De acordo com a autora, o trabalho evidenciou que as
narrativas observadas estão longe de serem neutras. “As narrativas sobre as
mudanças climáticas, a escassez hídrica e outras questões importantes, como a
pandemia, são produzidas em um contexto social e político, e cada grupo tem
seus discursos predominantes, que muitas vezes acabam sendo os mais influentes
nas tomadas de decisão”, esclarece.
Ela destaca a importância de refletir sobre temas como
gestão, mudanças climáticas, acesso à água e impactos ambientais para entender
melhor a formulação de políticas públicas e a perspectiva social sobre a crise
hídrica. “Os discursos ocorrem em um contexto político e social, e algumas
narrativas muitas vezes influenciam as tomadas de decisão e a gestão, enquanto
outras são marginalizadas”, pontua a autora.
A investigação de Lira Lazaro também destaca a má gestão
e falta de planejamento estratégico em São Paulo desde a década de 1970,
agravada pela crise hídrica de 2014-2016. No texto, a Sabesp, empresa até então
semi-privatizada, é criticada pela falta de investimento e infraestrutura
adequados. Além disso, os comitês de bacias hidrográficas são apontados como
ineficazes devido a desafios como a legitimidade das representações e
dificuldades em estabelecer diretrizes para debates politizados.

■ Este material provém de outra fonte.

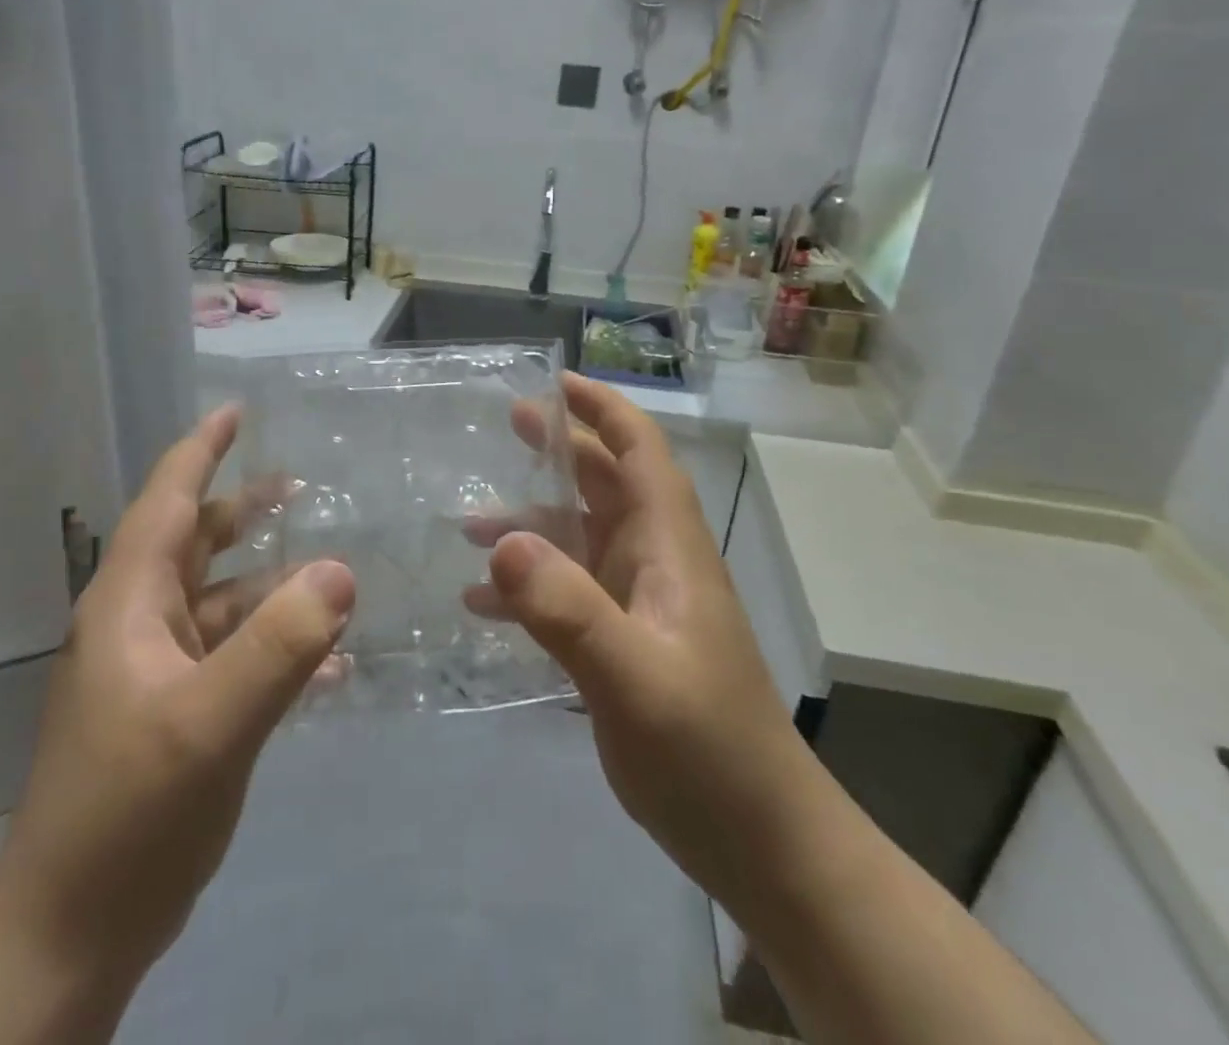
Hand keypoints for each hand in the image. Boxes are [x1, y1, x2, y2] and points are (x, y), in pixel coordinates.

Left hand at [0, 405, 355, 985]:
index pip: (167, 502)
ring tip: (332, 570)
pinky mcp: (179, 715)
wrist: (72, 936)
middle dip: (246, 511)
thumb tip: (341, 570)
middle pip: (198, 545)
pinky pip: (238, 658)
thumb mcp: (209, 724)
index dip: (200, 452)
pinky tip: (333, 665)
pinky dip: (279, 648)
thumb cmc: (126, 814)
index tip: (235, 412)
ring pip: (224, 603)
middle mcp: (141, 626)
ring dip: (273, 584)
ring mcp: (159, 673)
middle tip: (302, 486)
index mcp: (130, 605)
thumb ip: (278, 645)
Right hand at [467, 373, 809, 915]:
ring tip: (468, 523)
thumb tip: (502, 540)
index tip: (555, 384)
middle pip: (606, 485)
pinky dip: (528, 588)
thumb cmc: (707, 751)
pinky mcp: (622, 644)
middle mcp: (654, 563)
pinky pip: (567, 594)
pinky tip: (481, 604)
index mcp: (668, 548)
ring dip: (531, 525)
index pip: (641, 453)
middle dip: (561, 451)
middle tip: (505, 426)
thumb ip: (568, 609)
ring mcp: (639, 605)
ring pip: (580, 539)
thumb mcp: (633, 678)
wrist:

Para o professor Pedro Jacobi, orientador do projeto e
pesquisador colaborador do Instituto de Estudos Avançados (IEA) da USP, “o
principal problema [da gestão hídrica] está associado ao tema da dificuldade do
diálogo com a própria gestão pública, a população com a gestão pública, muitas
vezes da falta de transparência e, ao mesmo tempo, dos entraves administrativos
da própria gestão.”
Durante a crise de 2014-2016, o governo de São Paulo
adotou várias medidas, incluindo a utilização de reservas técnicas e políticas
de incentivo e penalização relacionadas ao consumo de água. No entanto, algumas
dessas medidas, como a redução da pressão da água, geraram problemas
adicionais, como saúde e contaminação da água.
“Quando falamos da gestão hídrica associada à política
nacional e no caso específico do comitê de bacia, nós temos diferentes
segmentos. Então, no caso de São Paulo, quando se fala em sociedade civil, se
incluem todos os atores que não são públicos; já em nível nacional, você tem
uma situação diferente”, defende Jacobi.
Para ambos os pesquisadores, o trabalho recente enfatiza
a necessidade de uma avaliação e melhoria contínua nas estruturas de governança
da água e ressalta a importância de desvendar as diversas narrativas sobre a
escassez de água e seu impacto nas soluções, políticas e gestão da água. Em
especial, considerando o contexto que envolve decisões ambientais e seus
impactos em um cenário de mudanças climáticas que afeta também o Brasil.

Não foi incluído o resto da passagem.